Dinini çaldırdığını oyun havasında söyleyenlere bir soru: İçi boş muydu?

Bu ülkede devlet ideolojisi eliyle yetiştirilen hormonlu seçkinlerin dinle sorunu var. Müteveffa Aziz Nesin gibi “Ben Müslüman değilim” diyecek kadar dürüst olamayanlar…

 

İslam’ın sahibi Allah’ın koyduğu ölçülere göre, değil Müslüman, kitap ehli dahi sayılmayanlar… Dahası “dinsiz” olmakla kalmayıp “din düşmanı” olanlar…Laik seçkinlerin dinsizleşme sürecinde birçok unsur rol oynamıştır.

Bunların en başında dini gizli-açık “hasım” ilan eden resmi ideoloji gelir. Halkının dinine “irtica”, ona inanana “mürteci”, “gerici”, “yobaz” diyen, bürokrasisi eliyle dine karşı gazete manşetlerinden “topyekûn savaş açan”, yalnız devleti değil vatandaşlarının hayatlarının tamamını dinden arındırma politikaları izleyen, başörtüsü gibi dini emirleri yasaklayan, dinin haram kıldığı ne varsa onlara kutsal inek muamelesi yapan bir ideoloji bu.

Laik seçkinlerin dinsizleşme sürecinde eğitim, aile, çevre vs. gibi unsurlar da rol oynamıştır. Dürüst olalım ve bu unsurlara Müslümanların bazı yanlış tavır ve davranışlarını ekleyelim. Bu ülkede babasının dinini Allah’ın dini sanıp da İslam’a düşman olan çok kişi var.

Fakat en sonda gelmesi gereken unsur bu…“Dinini çaldıran” laik seçkinlerin bunun tek suçlusu olarak Müslümanları göstermesi, ne kadar doğrudur? Hürriyet yazarı Bekir Coşkun’un Perşembe günü yazdığı “Dinimizi Çaldılar” başlıklı yazısından söz ediyorum. Din “cüzdan” ya da “çanta” mıymış ki, birileri çalabiliyor? Hadi sizin dininiz, içinizde yer alan bir vicdan gibi değil dışınızda yer alan bir cüzdan gibi portatifti diyelim. Peki, onu gözünüz gibi korumanız gerekmez miydi? Ömrü boyunca donunu bir kez çaldırmayanlar dinlerini çaldırmışlarsa, bu, donlarına verdikleri değeri dinlerine vermedikleri anlamına gelmez mi? Böyle birinin şikâyete ne hakkı var?
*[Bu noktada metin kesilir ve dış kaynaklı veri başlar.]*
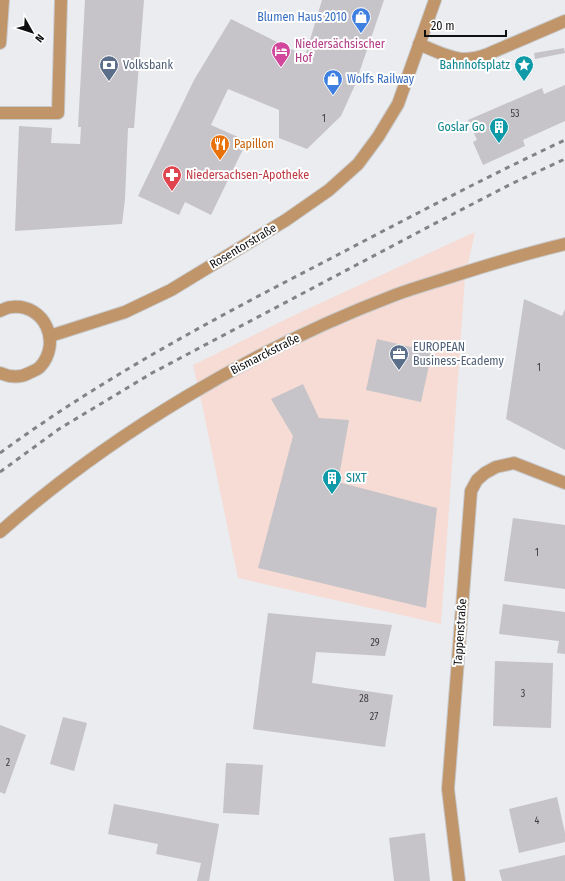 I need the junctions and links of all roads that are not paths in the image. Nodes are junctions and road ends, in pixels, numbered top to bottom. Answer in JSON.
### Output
{"nodes":[{"id":1,"x":3,"y":0,"type":"edge"},
{"id":2,"x":60,"y":0,"type":"edge"},
{"id":3,"x":434,"y":0,"type":"edge"},
{"id":4,"x":565,"y":20,"type":"edge"},
{"id":5,"x":0,"y":43,"type":"edge"},
{"id":6,"x":419,"y":44,"type":"junction"},
{"id":7,"x":0,"y":113,"type":"edge"},
{"id":8,"x":565,"y":244,"type":"edge"},
{"id":9,"x":0,"y":311,"type":"edge"},
{"id":10,"x":50,"y":336,"type":"junction"},
{"id":11,"x":0,"y":373,"type":"edge"},
{"id":12,"x":565,"y":483,"type":"edge"},
{"id":13,"x":0,"y":532,"type":"edge"},
{"id":14,"x":459,"y":881,"type":"edge"}],
"edges":[{"from":1,"to":5,"type":"street"},
{"from":2,"to":7,"type":"street"},
{"from":3,"to":6,"type":"street","name":"Rosentorstraße"},
{"from":4,"to":6,"type":"street"},
{"from":6,"to":10,"type":"street","name":"Rosentorstraße"},
{"from":8,"to":13,"type":"street","name":"Bismarckstraße"},
{"from":9,"to":10,"type":"street"},
{"from":10,"to":11,"type":"street"},
{"from":12,"to":14,"type":"street","name":"Tappenstraße"}]}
Tutalım, ona da “eyvallah” diyelim. Peki, çalınan dininizin ardına niye düşmediniz? Kapkaççıların çantalarını kaptığı kadınlar bile çantalarını vermemek için sürüklenmeyi, hatta ölmeyi bile göze alıyorlar; siz dininizi çaldırmamak için neyi göze aldınız? Ne bedel ödediniz? Bu arada, Bekir Coşkun’un dinini çalanlar kimlermiş biliyor musunuz: “Dinciler!..” Cüzdanınızı çaldırırsanız “cüzdansız”, paranızı çaldırırsanız “parasız” kalırsınız, değil mi?
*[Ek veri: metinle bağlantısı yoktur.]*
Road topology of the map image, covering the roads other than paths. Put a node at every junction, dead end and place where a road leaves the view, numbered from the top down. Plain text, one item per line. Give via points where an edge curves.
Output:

Dininizi çaldırırsanız “dinsiz” kalırsınız. Bu kadar açık… Ama bakın, aklınız sıra “dinci” diye hakaret ettiğiniz bu ülkenin Müslüman milyonları size içleri ata ata “dinsiz” bile diyemiyorlar, demiyorlar. Ya siz onlara üstelik “dinimizi çaldılar” bahanesiyle nasıl da saldırıyorsunuz? Bekir Coşkun’un çalınan dininin “içinde” ne varmış, onu da kendisinden öğrenelim: “Ben ezan sesini severim… Annelerimizin başındaki o anne kokan örtüleri dahi çoğumuza sevimsizleştirdiler… “Hayırlar” dileyen selamımız gitti…” işte Bekir Coşkun’un çaldırdığı dinin içeriği: “Minaredeki ezan… Annesinin başörtüsü… Selam.”

Bunlar çalındı mı? Namazda gözü olmayanın ezanda kulağı olmazmış. Ezan yerli yerinde duruyor; 28 Şubat zorbalığına rağmen. Annelerin başörtüsüne karşı açılan mücadelede Coşkun bir kere böyle coşmadı, neden? Vur ama önce suçunu itiraf et. Selam… Allah’ın selamı… Kafadarlarının sayesinde selam, “gizli yasaklar” ve “ayıplar” zümresine ilhak oldu…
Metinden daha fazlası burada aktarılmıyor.